• [WORK INSTRUCTIONS]: Your task is to print every entry below exactly as given.

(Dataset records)
◇ ◇ ◇

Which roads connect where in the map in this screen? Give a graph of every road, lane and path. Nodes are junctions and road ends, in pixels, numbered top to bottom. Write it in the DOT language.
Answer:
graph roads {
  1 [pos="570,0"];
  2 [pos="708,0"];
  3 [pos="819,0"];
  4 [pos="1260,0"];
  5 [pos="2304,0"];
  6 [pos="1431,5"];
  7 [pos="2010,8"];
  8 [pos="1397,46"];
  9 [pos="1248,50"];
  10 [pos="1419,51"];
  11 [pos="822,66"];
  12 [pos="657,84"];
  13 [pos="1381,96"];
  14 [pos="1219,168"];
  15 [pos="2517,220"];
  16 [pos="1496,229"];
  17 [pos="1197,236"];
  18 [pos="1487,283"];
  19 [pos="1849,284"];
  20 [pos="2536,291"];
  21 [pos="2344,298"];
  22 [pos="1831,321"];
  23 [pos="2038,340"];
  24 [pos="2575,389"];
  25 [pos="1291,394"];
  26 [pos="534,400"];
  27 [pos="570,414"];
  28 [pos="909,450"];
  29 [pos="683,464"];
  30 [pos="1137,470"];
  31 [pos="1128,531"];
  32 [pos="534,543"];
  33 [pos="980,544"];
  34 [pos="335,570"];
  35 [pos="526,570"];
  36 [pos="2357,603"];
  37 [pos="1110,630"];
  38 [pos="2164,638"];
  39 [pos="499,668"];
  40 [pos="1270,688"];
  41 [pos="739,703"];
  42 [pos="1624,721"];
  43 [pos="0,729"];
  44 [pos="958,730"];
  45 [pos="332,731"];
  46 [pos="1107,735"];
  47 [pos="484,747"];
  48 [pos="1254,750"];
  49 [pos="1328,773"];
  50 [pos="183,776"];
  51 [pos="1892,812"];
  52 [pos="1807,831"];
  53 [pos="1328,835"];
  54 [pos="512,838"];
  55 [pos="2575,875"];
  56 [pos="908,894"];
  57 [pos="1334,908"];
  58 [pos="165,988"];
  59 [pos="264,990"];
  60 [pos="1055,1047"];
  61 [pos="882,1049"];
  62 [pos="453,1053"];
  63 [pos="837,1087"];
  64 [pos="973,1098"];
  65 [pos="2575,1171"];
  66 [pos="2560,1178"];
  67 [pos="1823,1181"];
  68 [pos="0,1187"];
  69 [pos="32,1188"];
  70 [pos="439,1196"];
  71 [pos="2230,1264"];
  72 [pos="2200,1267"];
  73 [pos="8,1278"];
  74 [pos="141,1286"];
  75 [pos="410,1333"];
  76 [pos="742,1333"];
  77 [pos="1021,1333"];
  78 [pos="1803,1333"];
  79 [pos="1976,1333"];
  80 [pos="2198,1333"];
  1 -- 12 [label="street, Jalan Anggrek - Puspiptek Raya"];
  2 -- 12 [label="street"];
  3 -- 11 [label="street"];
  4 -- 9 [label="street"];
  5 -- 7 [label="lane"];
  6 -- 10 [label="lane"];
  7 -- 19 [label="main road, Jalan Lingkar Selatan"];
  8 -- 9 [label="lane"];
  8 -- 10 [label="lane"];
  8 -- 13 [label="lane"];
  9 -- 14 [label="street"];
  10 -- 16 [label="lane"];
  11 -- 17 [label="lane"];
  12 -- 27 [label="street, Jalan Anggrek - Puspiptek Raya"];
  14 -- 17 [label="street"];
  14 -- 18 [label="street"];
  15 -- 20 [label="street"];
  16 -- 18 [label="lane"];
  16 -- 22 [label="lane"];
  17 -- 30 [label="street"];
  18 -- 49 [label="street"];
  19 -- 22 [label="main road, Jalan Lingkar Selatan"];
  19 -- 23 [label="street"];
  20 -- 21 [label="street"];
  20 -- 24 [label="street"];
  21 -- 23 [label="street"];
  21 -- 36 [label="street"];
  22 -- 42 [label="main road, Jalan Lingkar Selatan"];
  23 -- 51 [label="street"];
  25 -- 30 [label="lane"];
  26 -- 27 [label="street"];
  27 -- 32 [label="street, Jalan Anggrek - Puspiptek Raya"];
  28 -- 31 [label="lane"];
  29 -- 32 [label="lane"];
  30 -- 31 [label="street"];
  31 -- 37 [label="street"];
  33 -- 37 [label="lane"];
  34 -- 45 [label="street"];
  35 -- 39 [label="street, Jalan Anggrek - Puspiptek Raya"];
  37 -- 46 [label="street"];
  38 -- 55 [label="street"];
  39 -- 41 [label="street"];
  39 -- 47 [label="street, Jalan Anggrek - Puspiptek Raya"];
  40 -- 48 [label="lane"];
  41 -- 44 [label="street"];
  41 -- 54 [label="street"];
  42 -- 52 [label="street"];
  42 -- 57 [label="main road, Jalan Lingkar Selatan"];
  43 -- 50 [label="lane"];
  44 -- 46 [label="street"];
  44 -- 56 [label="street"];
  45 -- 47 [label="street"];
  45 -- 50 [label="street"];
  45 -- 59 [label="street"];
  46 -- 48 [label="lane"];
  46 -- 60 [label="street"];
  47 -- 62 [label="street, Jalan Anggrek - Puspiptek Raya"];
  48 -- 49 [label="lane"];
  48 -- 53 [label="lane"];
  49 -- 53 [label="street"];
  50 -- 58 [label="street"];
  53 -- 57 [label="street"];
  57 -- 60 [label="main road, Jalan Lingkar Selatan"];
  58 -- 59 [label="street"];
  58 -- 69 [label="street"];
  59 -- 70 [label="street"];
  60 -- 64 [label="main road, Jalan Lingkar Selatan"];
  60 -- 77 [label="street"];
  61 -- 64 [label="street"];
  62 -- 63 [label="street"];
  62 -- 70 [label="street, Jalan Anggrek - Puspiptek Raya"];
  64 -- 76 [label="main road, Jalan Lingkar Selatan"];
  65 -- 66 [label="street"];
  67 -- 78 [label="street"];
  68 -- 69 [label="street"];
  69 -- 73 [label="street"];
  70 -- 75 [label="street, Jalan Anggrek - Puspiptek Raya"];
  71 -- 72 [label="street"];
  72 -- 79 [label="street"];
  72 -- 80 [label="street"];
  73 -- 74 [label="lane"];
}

◇ ◇ ◇

• [TASK OUTPUT]:
Which roads connect where in the map in this screen? Give a graph of every road, lane and path. Nodes are junctions and road ends, in pixels, numbered top to bottom. Write it in the DOT language.
Answer:
graph roads {
  1 [pos="570,0"];
  2 [pos="708,0"];
  3 [pos="819,0"];
  4 [pos="1260,0"];
  5 [pos="2304,0"];
  6 [pos="1431,5"];
  7 [pos="2010,8"];
  8 [pos="1397,46"];
  9 [pos="1248,50"];
  10 [pos="1419,51"];
  11 [pos="822,66"];
  12 [pos="657,84"];
  13 [pos="1381,96"];
  14 [pos="1219,168"];
  15 [pos="2517,220"];
  16 [pos="1496,229"];
  17 [pos="1197,236"];
  18 [pos="1487,283"];
  19 [pos="1849,284"];
  20 [pos="2536,291"];
  21 [pos="2344,298"];
  22 [pos="1831,321"];
  23 [pos="2038,340"];
  24 [pos="2575,389"];
  25 [pos="1291,394"];
  26 [pos="534,400"];
  27 [pos="570,414"];
  28 [pos="909,450"];
  29 [pos="683,464"];
  30 [pos="1137,470"];
  31 [pos="1128,531"];
  32 [pos="534,543"];
  33 [pos="980,544"];
  34 [pos="335,570"];
  35 [pos="526,570"];
  36 [pos="2357,603"];
  37 [pos="1110,630"];
  38 [pos="2164,638"];
  39 [pos="499,668"];
  40 [pos="1270,688"];
  41 [pos="739,703"];
  42 [pos="1624,721"];
  43 [pos="0,729"];
  44 [pos="958,730"];
  45 [pos="332,731"];
  46 [pos="1107,735"];
  47 [pos="484,747"];
  48 [pos="1254,750"];
  49 [pos="1328,773"];
  50 [pos="183,776"];
  51 [pos="1892,812"];
  52 [pos="1807,831"];
  53 [pos="1328,835"];
  54 [pos="512,838"];
  55 [pos="2575,875"];
  56 [pos="908,894"];
  57 [pos="1334,908"];
  58 [pos="165,988"];
  59 [pos="264,990"];
  60 [pos="1055,1047"];
  61 [pos="882,1049"];
  62 [pos="453,1053"];
  63 [pos="837,1087"];
  64 [pos="973,1098"];
  65 [pos="2575,1171"];
  66 [pos="2560,1178"];
  67 [pos="1823,1181"];
  68 [pos="0,1187"];
  69 [pos="32,1188"];
  70 [pos="439,1196"];
  71 [pos="2230,1264"];
  72 [pos="2200,1267"];
  73 [pos="8,1278"];
  74 [pos="141,1286"];
  75 [pos="410,1333"];
  76 [pos="742,1333"];
  77 [pos="1021,1333"];
  78 [pos="1803,1333"];
  79 [pos="1976,1333"];
  80 [pos="2198,1333"];
  1 -- 12 [label="street, Jalan Anggrek - Puspiptek Raya"];
  2 -- 12 [label="street"];
  3 -- 11 [label="street"];
  4 -- 9 [label="street"];
  5 -- 7 [label="lane"];
  6 -- 10 [label="lane"];
  7 -- 19 [label="main road, Jalan Lingkar Selatan"];
  8 -- 9 [label="lane"];
  8 -- 10 [label="lane"];
  8 -- 13 [label="lane"];
  9 -- 14 [label="street"];
  10 -- 16 [label="lane"];
  11 -- 17 [label="lane"];
  12 -- 27 [label="street, Jalan Anggrek - Puspiptek Raya"];
  14 -- 17 [label="street"];
  14 -- 18 [label="street"];
  15 -- 20 [label="street"];
  16 -- 18 [label="lane"];
  16 -- 22 [label="lane"];
  17 -- 30 [label="street"];
  18 -- 49 [label="street"];
  19 -- 22 [label="main road, Jalan Lingkar Selatan"];
  19 -- 23 [label="street"];
  20 -- 21 [label="street"];
  20 -- 24 [label="street"];
  21 -- 23 [label="street"];
  21 -- 36 [label="street"];
  22 -- 42 [label="main road, Jalan Lingkar Selatan"];
  23 -- 51 [label="street"];
  25 -- 30 [label="lane"];
  26 -- 27 [label="street"];
  27 -- 32 [label="street, Jalan Anggrek - Puspiptek Raya"];
  28 -- 31 [label="lane"];
  29 -- 32 [label="lane"];
  30 -- 31 [label="street"];
  31 -- 37 [label="street"];
  33 -- 37 [label="lane"];
  34 -- 45 [label="street"];
  35 -- 39 [label="street, Jalan Anggrek - Puspiptek Raya"];
  37 -- 46 [label="street"];
  38 -- 55 [label="street"];
  39 -- 41 [label="street"];
  39 -- 47 [label="street, Jalan Anggrek - Puspiptek Raya"];
  40 -- 48 [label="lane"];
  41 -- 44 [label="street"];
  41 -- 54 [label="street"];
  42 -- 52 [label="street"];
  42 -- 57 [label="main road, Jalan Lingkar Selatan"];
  43 -- 50 [label="lane"];
  44 -- 46 [label="street"];
  44 -- 56 [label="street"];
  45 -- 47 [label="street"];
  45 -- 50 [label="street"];
  45 -- 59 [label="street"];
  46 -- 48 [label="lane"];
  46 -- 60 [label="street"];
  47 -- 62 [label="street, Jalan Anggrek - Puspiptek Raya"];
  48 -- 49 [label="lane"];
  48 -- 53 [label="lane"];
  49 -- 53 [label="street"];
  50 -- 58 [label="street"];
  53 -- 57 [label="street"];
  57 -- 60 [label="main road, Jalan Lingkar Selatan"];
  58 -- 59 [label="street"];
  58 -- 69 [label="street"];
  59 -- 70 [label="street"];
  60 -- 64 [label="main road, Jalan Lingkar Selatan"];
  60 -- 77 [label="street"];
  61 -- 64 [label="street"];
  62 -- 63 [label="street"];
  62 -- 70 [label="street, Jalan Anggrek - Puspiptek Raya"];
  64 -- 76 [label="main road, Jalan Lingkar Selatan"];
  65 -- 66 [label="street"];
  67 -- 78 [label="street"];
  68 -- 69 [label="street"];
  69 -- 73 [label="street"];
  70 -- 75 [label="street, Jalan Anggrek - Puspiptek Raya"];
  71 -- 72 [label="street"];
  72 -- 79 [label="street"];
  72 -- 80 [label="street"];
  73 -- 74 [label="lane"];
}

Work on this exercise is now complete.